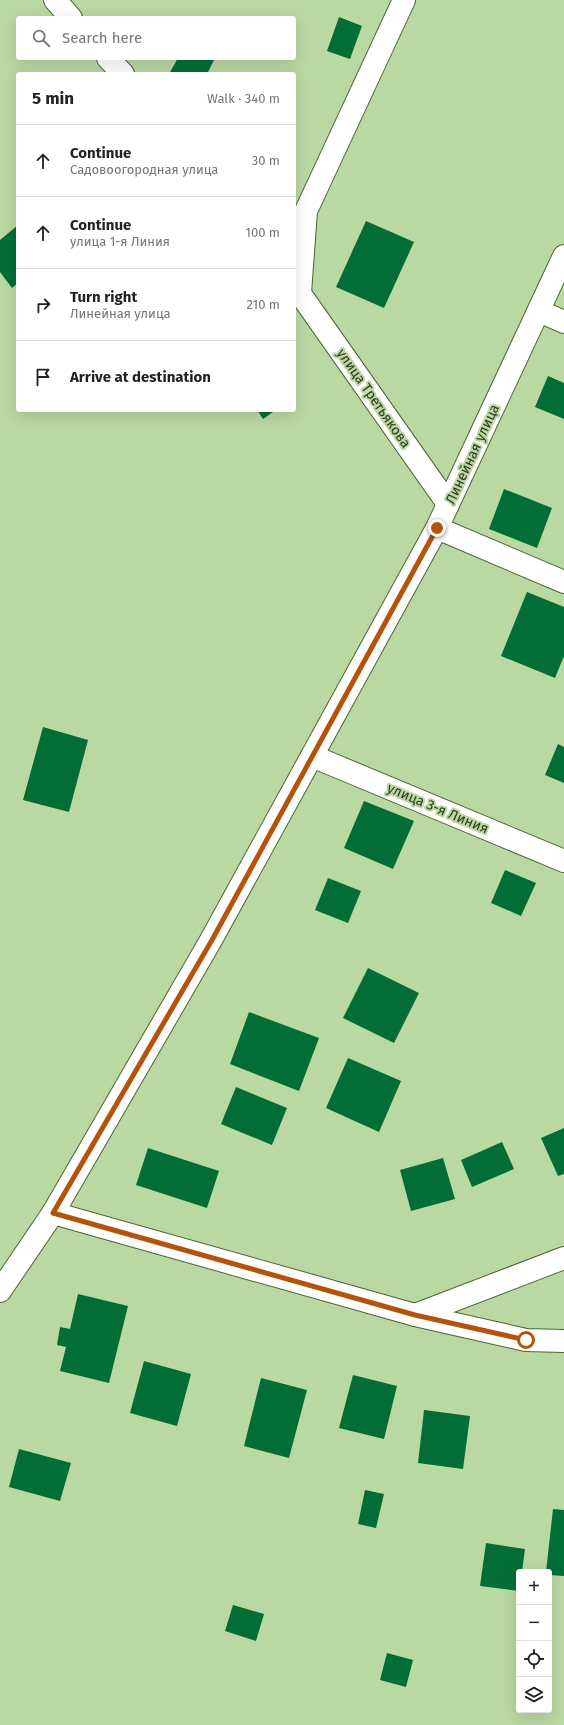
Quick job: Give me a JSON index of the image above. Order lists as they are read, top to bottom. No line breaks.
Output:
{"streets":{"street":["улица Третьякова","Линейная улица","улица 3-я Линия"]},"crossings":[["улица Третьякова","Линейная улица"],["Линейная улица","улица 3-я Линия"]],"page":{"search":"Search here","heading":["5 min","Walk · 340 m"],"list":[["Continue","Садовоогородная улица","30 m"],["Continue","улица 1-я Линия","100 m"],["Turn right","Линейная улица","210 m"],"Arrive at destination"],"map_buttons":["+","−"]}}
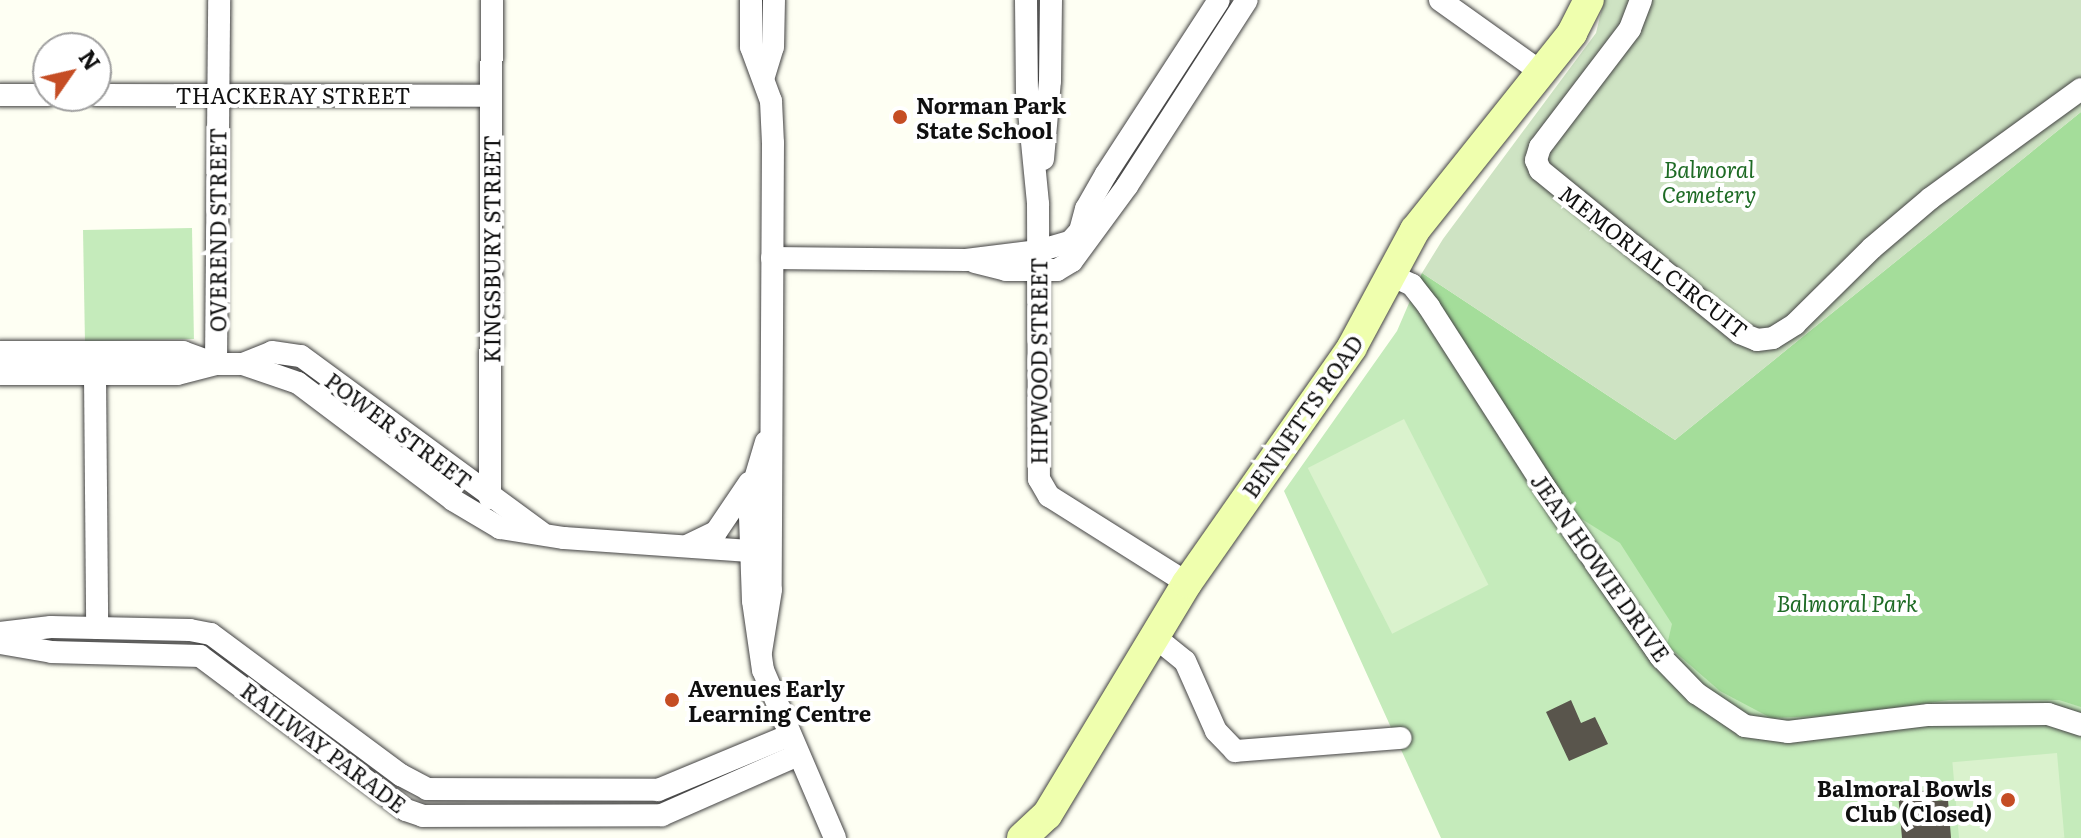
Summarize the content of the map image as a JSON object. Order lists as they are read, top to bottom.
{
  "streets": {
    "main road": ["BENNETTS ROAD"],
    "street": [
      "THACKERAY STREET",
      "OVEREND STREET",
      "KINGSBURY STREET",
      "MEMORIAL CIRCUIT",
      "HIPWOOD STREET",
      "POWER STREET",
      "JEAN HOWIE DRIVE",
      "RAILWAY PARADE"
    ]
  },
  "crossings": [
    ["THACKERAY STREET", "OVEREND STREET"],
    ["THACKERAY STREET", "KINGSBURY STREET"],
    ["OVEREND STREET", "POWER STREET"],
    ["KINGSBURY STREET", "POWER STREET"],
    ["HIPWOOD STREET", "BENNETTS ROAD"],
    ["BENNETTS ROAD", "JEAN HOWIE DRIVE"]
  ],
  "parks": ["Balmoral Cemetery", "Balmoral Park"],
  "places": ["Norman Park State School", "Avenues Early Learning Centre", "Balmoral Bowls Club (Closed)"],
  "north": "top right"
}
...
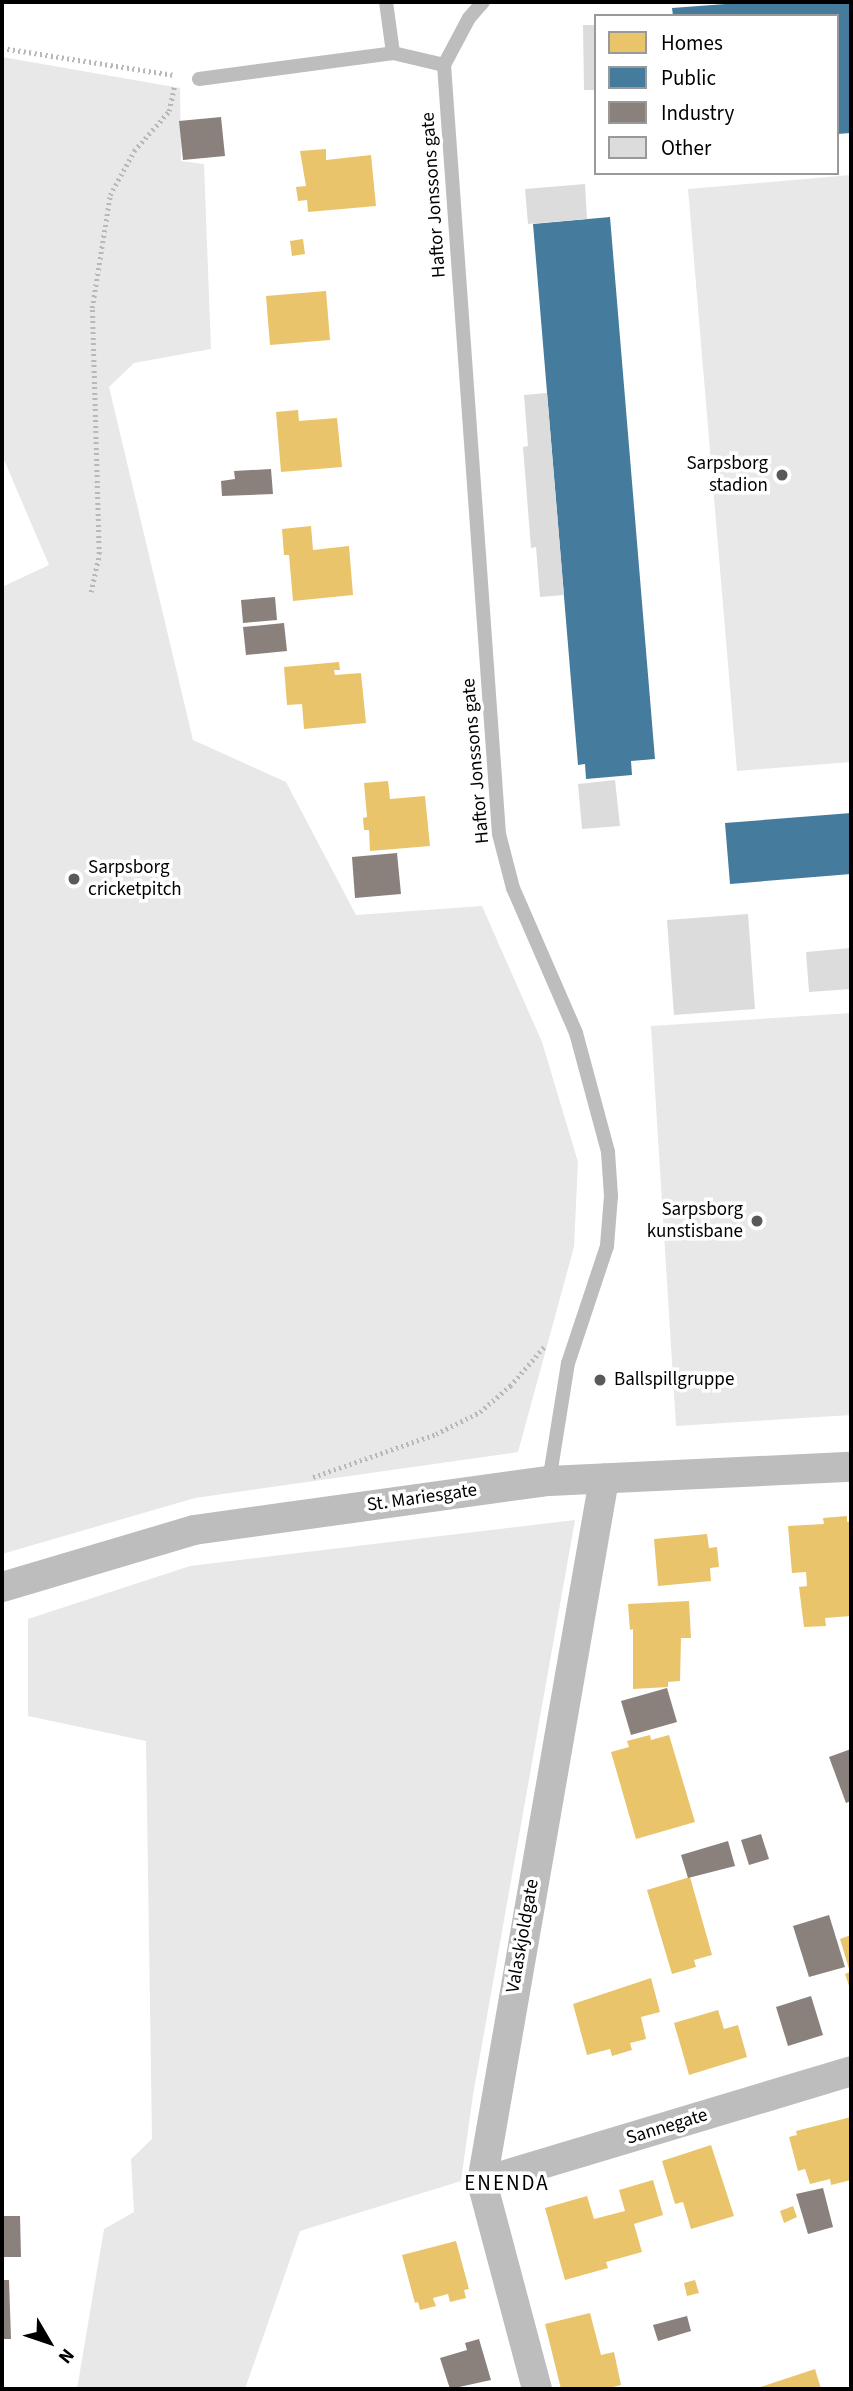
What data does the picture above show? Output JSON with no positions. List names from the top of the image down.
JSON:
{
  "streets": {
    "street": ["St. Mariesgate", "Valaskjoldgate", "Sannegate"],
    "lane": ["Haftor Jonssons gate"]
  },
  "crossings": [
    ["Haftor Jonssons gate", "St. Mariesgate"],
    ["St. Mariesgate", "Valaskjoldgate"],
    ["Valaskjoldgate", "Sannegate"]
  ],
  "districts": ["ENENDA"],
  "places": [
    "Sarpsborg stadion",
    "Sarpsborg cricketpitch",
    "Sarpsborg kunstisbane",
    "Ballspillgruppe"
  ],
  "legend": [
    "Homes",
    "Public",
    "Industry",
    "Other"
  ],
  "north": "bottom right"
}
---
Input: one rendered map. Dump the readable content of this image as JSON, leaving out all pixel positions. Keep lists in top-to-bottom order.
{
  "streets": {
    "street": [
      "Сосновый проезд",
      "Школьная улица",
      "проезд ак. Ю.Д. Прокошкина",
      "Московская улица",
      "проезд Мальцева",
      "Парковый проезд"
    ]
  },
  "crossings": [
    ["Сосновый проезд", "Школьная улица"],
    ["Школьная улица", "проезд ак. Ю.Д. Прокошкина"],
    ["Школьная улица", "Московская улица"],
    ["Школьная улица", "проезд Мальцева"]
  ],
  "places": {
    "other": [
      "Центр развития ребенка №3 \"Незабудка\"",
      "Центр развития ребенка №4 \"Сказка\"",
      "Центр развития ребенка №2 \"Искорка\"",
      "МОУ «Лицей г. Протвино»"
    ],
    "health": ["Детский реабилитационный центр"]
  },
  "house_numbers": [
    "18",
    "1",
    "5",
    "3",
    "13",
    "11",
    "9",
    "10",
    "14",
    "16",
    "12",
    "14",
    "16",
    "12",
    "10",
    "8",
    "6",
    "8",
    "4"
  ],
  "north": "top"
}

WHAT THE TASK ASKS: Scan the records for lines with the string "above". Give the number of such lines and nothing else.

ANSWER SPACE: 2